Alphabet, which has been incorporated for nearly 20 years and whose main cash cow is its Google search engine, takes in nearly an 80 percent share of search-based ad revenue with the help of its two major digital advertising subsidiaries, DoubleClick and AdMob, according to eMarketer. And Alphabet recently dove into subscriber-based digital television with the launch of YouTube Red.

When their businesses are considered jointly, Alphabet and Facebook take home 85 percent of all U.S. digital ad revenue.

Meanwhile, media companies, whose content is often shared through YouTube links and Facebook “likes” have lost out as advertisers flee en masse to the complex and secret algorithms Google’s and Facebook’s targeted ads that know your internet habits.

And then there’s Amazon, which not only controls three-fourths of the e-book market and dominates the cloud-computing market but also seems hell-bent on taking over online retail — all of it. Over the years Amazon has acquired valuable digital assets, such as Audible and Twitch, and absorbed other online retailers, including Zappos and Quidsi.

While Apple and Microsoft are also considered  part of the so-called Big Five  tech giants, they don’t dominate their markets. Though Apple is huge, its main source of revenue comes from the iPhone, which has plenty of competitors including its main rival Samsung. Microsoft sells computer hardware in a highly competitive marketplace, while its cloud-computing business is dwarfed by Amazon’s.

Taplin has offered a number of prescriptions for how our country could reel in the dominance of these three companies, with easiest one being repealing the so-called safe harbor clause of the Digital Millennium Copyright Act of 1998. The clause not only limits the liability Google and Facebook have for the content uploaded to their servers but it also lets them make money off the content without paying the content's producers unless it’s copyrighted.

The other ideas for breaking up these tech companies pose more challenges.

The Federal Trade Commission could compel these companies to spin off subsidiaries, such as forcing Amazon to sell some of its online retail assets like Zappos. Or it could block further acquisitions, such as any future attempt by Google, which owns a stake in Spotify, to fully acquire the music streaming service.

The hardest measure to achieve could be the most effective: forcing the companies to license for free many patents in their massive collections to startups.

As the Economist wrote in 2015, “the [patent] system has created a parasitic ecology of trolls and defensive patent-holders, who aim to block innovation, or at least to stand in its way unless they can grab a share of the spoils. . . . Patents should spur bursts of innovation; instead, they are used to lock in incumbents’ advantages.”

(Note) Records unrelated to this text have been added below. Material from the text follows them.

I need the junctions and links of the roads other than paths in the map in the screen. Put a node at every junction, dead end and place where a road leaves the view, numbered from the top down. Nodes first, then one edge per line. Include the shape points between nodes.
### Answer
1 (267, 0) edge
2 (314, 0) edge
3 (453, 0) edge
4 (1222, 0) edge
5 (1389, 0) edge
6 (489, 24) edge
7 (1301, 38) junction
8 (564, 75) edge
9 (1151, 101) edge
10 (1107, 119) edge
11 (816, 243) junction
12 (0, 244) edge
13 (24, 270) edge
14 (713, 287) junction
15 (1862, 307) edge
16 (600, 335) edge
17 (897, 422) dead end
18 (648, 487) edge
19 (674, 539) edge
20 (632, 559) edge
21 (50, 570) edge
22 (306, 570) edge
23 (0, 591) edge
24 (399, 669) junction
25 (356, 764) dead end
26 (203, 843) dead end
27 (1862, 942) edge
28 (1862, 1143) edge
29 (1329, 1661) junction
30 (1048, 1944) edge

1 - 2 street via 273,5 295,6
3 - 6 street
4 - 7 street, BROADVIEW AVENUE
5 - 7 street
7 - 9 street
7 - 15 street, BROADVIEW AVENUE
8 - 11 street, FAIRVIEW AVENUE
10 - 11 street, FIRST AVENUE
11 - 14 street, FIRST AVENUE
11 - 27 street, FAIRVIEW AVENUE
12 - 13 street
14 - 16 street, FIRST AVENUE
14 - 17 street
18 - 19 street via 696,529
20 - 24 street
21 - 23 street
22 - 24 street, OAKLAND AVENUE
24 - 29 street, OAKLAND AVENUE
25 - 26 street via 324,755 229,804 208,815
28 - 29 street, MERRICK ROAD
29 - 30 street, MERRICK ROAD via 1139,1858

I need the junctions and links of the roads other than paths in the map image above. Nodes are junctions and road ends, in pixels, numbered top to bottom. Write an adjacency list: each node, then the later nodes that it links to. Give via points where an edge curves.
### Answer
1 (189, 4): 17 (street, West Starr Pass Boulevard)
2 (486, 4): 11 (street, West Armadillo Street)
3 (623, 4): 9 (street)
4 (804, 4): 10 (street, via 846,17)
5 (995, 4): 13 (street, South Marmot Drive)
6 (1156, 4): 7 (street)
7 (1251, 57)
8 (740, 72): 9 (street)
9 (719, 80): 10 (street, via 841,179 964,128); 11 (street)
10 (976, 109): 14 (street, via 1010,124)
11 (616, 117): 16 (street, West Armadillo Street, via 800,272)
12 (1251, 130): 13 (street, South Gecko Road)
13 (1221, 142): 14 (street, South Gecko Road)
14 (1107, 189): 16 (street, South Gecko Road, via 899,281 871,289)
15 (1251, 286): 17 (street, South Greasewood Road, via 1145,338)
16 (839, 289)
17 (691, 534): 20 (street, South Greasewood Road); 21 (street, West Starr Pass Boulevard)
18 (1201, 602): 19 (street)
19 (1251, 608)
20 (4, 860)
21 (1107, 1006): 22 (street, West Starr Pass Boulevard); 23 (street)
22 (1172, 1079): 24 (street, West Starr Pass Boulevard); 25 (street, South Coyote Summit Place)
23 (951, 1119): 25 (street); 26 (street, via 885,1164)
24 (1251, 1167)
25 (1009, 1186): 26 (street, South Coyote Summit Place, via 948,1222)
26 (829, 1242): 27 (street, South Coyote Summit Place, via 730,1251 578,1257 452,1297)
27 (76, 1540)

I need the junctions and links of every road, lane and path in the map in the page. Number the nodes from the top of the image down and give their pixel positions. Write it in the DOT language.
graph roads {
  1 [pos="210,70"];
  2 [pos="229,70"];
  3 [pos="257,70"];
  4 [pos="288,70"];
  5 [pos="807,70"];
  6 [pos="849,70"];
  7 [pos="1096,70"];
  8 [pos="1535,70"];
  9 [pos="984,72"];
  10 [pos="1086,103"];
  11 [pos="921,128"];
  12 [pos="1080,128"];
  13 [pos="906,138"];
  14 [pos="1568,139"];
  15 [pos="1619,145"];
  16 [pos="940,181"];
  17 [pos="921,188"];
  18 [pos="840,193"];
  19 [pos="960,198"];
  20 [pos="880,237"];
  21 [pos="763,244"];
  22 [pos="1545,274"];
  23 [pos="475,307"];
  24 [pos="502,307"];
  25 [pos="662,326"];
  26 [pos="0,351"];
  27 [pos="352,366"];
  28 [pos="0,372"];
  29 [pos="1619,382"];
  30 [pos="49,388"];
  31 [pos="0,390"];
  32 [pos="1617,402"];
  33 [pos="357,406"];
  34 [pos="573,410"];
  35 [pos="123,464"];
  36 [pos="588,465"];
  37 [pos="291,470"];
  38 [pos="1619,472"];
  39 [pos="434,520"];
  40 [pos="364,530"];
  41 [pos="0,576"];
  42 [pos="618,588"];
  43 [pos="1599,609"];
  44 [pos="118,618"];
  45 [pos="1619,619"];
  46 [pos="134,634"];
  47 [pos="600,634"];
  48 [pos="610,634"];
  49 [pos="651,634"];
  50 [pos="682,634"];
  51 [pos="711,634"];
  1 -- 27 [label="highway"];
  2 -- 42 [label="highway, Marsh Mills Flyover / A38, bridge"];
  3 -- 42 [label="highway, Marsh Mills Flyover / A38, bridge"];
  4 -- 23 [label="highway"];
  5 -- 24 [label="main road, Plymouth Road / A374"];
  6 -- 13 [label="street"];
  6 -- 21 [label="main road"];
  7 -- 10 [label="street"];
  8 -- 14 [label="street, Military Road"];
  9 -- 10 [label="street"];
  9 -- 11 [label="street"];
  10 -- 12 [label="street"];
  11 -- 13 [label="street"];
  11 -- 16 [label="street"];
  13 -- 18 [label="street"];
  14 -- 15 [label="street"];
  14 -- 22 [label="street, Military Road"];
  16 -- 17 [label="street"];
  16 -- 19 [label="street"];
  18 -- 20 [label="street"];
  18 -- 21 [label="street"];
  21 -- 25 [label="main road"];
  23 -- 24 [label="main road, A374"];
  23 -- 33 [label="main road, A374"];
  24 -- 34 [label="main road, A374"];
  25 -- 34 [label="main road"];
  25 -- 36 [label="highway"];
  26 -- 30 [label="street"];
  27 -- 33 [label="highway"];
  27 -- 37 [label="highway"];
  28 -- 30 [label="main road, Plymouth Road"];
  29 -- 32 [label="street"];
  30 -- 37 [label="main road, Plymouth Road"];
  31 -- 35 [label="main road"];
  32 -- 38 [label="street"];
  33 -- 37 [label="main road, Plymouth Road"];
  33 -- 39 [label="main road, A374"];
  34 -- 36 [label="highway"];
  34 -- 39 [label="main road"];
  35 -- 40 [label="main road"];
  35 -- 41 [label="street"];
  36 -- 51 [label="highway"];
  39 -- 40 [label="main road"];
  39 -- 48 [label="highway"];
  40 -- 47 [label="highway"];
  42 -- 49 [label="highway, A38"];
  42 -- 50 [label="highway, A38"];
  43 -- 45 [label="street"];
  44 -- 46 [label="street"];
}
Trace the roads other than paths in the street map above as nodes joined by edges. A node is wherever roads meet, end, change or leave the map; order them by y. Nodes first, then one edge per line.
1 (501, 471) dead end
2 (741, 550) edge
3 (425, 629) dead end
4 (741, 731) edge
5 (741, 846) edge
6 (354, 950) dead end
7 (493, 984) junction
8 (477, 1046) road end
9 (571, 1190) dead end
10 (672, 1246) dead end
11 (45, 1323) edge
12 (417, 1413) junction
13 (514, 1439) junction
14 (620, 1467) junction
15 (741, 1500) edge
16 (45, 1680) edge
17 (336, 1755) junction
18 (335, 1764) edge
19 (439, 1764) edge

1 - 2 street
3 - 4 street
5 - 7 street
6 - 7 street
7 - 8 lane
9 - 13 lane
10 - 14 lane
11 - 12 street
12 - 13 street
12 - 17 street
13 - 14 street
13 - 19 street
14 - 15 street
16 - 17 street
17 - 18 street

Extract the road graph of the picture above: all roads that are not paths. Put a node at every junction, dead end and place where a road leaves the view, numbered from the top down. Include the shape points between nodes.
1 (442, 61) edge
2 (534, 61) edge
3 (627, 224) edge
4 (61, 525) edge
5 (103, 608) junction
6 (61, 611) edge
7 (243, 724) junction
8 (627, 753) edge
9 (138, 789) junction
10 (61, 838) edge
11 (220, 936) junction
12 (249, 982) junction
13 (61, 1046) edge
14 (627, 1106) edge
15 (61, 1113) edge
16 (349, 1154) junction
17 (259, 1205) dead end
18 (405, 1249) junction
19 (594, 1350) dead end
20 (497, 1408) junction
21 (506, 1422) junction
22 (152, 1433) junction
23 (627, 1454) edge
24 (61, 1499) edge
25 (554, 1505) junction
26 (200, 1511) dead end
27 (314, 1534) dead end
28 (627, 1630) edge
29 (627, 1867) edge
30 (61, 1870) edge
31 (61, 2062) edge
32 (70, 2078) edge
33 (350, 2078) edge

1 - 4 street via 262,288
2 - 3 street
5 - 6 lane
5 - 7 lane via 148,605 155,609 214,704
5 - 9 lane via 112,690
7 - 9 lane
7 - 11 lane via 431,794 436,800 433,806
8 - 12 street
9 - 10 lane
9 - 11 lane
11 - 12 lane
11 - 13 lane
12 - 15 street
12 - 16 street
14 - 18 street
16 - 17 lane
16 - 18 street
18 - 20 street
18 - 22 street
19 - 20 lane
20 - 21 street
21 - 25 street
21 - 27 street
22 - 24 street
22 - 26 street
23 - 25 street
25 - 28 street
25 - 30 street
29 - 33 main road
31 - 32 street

The idea of breaking up a “parasitic ecology” isn’t new.

By the 1950s Bell Labs, a company whose roots stem from telephone inventor Alexander Graham Bell, owned thousands of patents on a wide range of technologies, including those underpinning important components used in telephones, video equipment, automobiles, industrial equipment and even yarn spinning. It owned exclusive rights to the transistor, too, and other fundamental building blocks of modern technology, including a laser similar to ones used in modern autonomous driving sensors.

Out of concern that innovation was being stymied by aggressive patent hoarding, the federal government sued Bell Labs and in a 1956 antitrust consent decree (one of the most important antitrust measures since the breakup of the oil monopolies at the turn of the century) forced the company to let others use its technology.

What came out of the consent decree was a whole bunch of new companies, including Texas Instruments, Motorola and the antecedents to Intel, Comcast and even to some indirect extent Google, Facebook and Amazon themselves.

So what are the chances that these three tech giants will face antitrust challenges in the near future?

“I’m very cynical that the Trump administration will do anything about this,” Taplin said.

But if these tech giants continue their march toward world dominance in their respective fields, future U.S. administrations could be emboldened to take antitrust action.